In part 1 I wrote about building an application that is, effectively, the love child of a flow chart and a to do list, and how that presented the problem of modeling DAGs in SQL. I went on to explain how the closure table pattern could be used to model trees. This post will close the loop by showing how the closure table pattern can be extended to support not only trees but DAGs as well.
(An example of a DAG)
Problems presented by transitioning from a tree to a DAG
In part 1, there were several assumptions that allowed the closure table pattern and the associated queries to work so smoothly:
- All new connections were happening between childless nodes and brand new nodes.
- There was only ever a single path from parent to child (even if that path was represented by many records).
- Subtrees were always deleted in their entirety rather than being maintained as separate entities.
With my DAG-based to do list application, all of these nice and tidy assumptions had to be thrown out. Instead, I wanted users to be able to:
- Make connections at any level of the graph for both new and existing nodes.
- Have one node be the parent of another through multiple paths.
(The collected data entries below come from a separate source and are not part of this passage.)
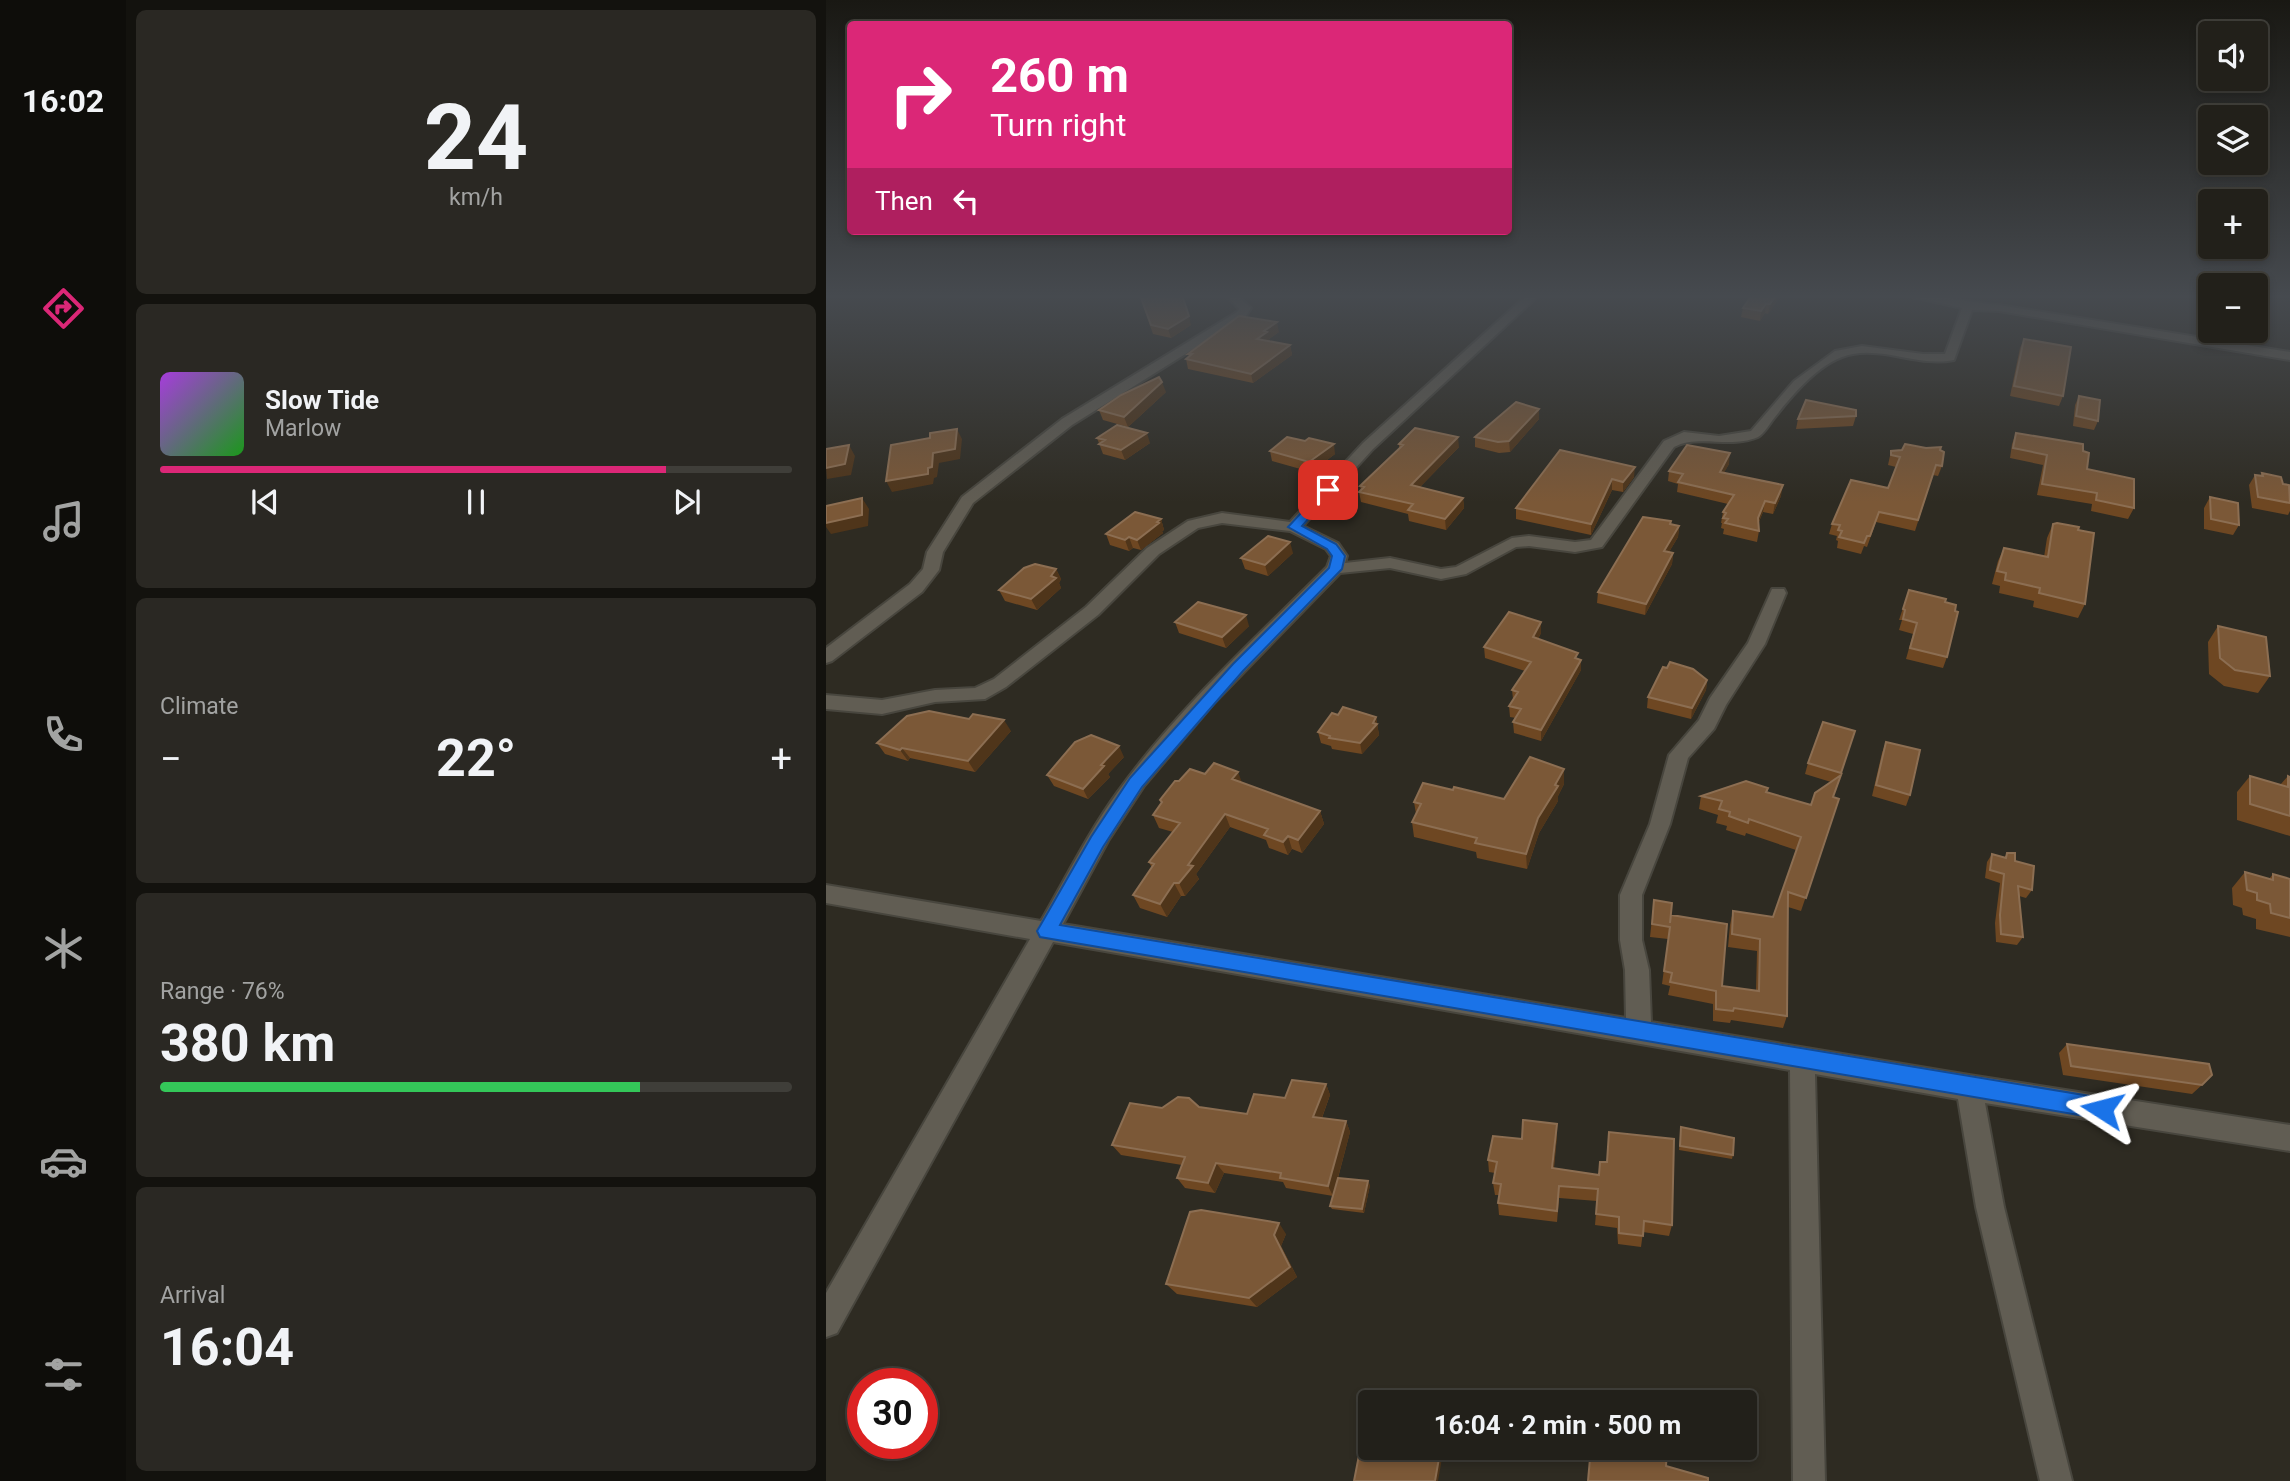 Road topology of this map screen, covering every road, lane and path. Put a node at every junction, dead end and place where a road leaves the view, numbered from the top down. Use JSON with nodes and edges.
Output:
{"nodes":[{"id":1,"x":1161,"y":364,"type":"edge"},
{"id":2,"x":1457,"y":364,"type":"edge"},
{"id":3,"x":1823,"y":364,"type":"edge"},
{"id":4,"x":1294,"y":527,"type":"junction"},
{"id":5,"x":1335,"y":569,"type":"junction"},
{"id":6,"x":1778,"y":593,"type":"dead end"},
{"id":7,"x":826,"y":657,"type":"edge"},
{"id":8,"x":826,"y":702,"type":"edge"},
{"id":9,"x":826,"y":894,"type":"edge"},
{"id":10,"x":1047,"y":931,"type":"junction"},
{"id":11,"x":1639,"y":1031,"type":"junction"},
{"id":12,"x":1802,"y":1058,"type":"junction"},
{"id":13,"x":1969,"y":1088,"type":"junction"},
{"id":14,"x":2290,"y":1139,"type":"edge"},
{"id":15,"x":826,"y":1322,"type":"edge"},
{"id":16,"x":1809,"y":1481,"type":"edge"},
{"id":17,"x":2056,"y":1481,"type":"edge"}],
"edges":[{"from":1,"to":7,"type":"street"},
{"from":2,"to":4,"type":"street"},
{"from":3,"to":5,"type":"street"},
{"from":4,"to":5,"type":"street"},
{"from":4,"to":8,"type":"street"},
{"from":5,"to":10,"type":"street"},
{"from":6,"to":11,"type":"street"},
{"from":9,"to":10,"type":"street"},
{"from":10,"to":11,"type":"street"},
{"from":10,"to":15,"type":"street"},
{"from":11,"to":12,"type":"street"},
{"from":12,"to":13,"type":"street"},
{"from":12,"to":16,"type":"street"},
{"from":13,"to":14,"type":"street"},
{"from":13,"to":17,"type":"street"}]}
For example, it should be possible to have
1 -> 3
and1 -> 2 -> 3
at the same time (like in the image above). - Separate a portion of the graph and have it exist on its own.
With those problems in mind, let’s lay out the data model.
Updating the data model
As a reminder, here’s the data model from part 1:
CREATE TABLE nodes (
id SERIAL PRIMARY KEY
);
CREATE TABLE edges (
source INT REFERENCES nodes (id) ON DELETE CASCADE,
destination INT REFERENCES nodes (id) ON DELETE CASCADE,
PRIMARY KEY (source, destination)
);
In order to support our new use cases above, we need to add two fields, depth
and count
, to our edges
table and include depth
in our primary key:
CREATE TABLE edges (
source INT REFERENCES nodes (id) ON DELETE CASCADE,
destination INT REFERENCES nodes (id) ON DELETE CASCADE,
depth INT NOT NULL DEFAULT 0,
count INT NOT NULL DEFAULT 1,
PRIMARY KEY (source, destination, depth)
);
Let’s start by explaining depth
. depth
represents how many edges are between a given set of connected nodes. Knowing the depth
of an edge allows us to correctly manage situations in which multiple edges have the same source
and destination
, but there is more than one configuration of intermediary nodes. This is the case above of having both 1 -> 3
and 1 -> 2 -> 3
at the same time. With depth
added to the data model, the above would be represented like this in our edges
table:
Although depth
plays a key role in supporting count
(more on this in a second), the most direct use it has is in allowing us to correctly remove connections in situations like the one above. Deletions of edges work like so:
CREATE FUNCTION delete_edge (delete_source int, delete_destination int) RETURNS VOID
AS $$
WITH selected_edges AS (
SELECT l.source as source, r.destination as destination, l.depth + r.depth + (CASE WHEN delete_source = delete_destination THEN 0 ELSE 1 END) as depth FROM (
(SELECT * FROM edges WHERE destination = delete_source) l
CROSS JOIN
(SELECT * FROM edges WHERE source = delete_destination) r
)
), updated AS (
UPDATE edges SET count = count - 1
WHERE (source, destination, depth) IN (
SELECT source, destination, depth FROM selected_edges
) AND count > 1
) DELETE FROM edges WHERE (source, destination, depth) IN (SELECT source, destination, depth FROM selected_edges) AND count = 1;
$$ LANGUAGE SQL;
In addition to using depth to properly select which edges to update or delete, we’re also now doing a cross join on all the children of our destination
and all the parents of our source
. This is a major change from the closure table pattern queries in part 1, and what necessitates the added complexity is the fact that we’re no longer working at the childless tip of a tree. Instead, we need to make sure that we create the cross references as we connect, for example, the tip of one graph with the head of another so that we can continue to make nice and simple SELECT
queries like:
SELECT destination FROM edges WHERE source = 2;
On to count
. count
is necessary for situations in which two nodes are connected multiple times over the same distance. The simplest example begins below:
With count
, we can properly represent a situation in which we’d also like to connect node 2 to node 4. In that case, we first check to see if a connection to 1 and 4 already exists. It does (through 3), so instead of inserting a new edge with a source of 1 and a destination of 4, we increment the count
of the existing edge. The creation of the edge with 2 as the source
and 4 as the destination
proceeds like normal. This logic can be succinctly summarized as ‘insert or increment’ and its corollary when removing edges is ‘decrement or delete’.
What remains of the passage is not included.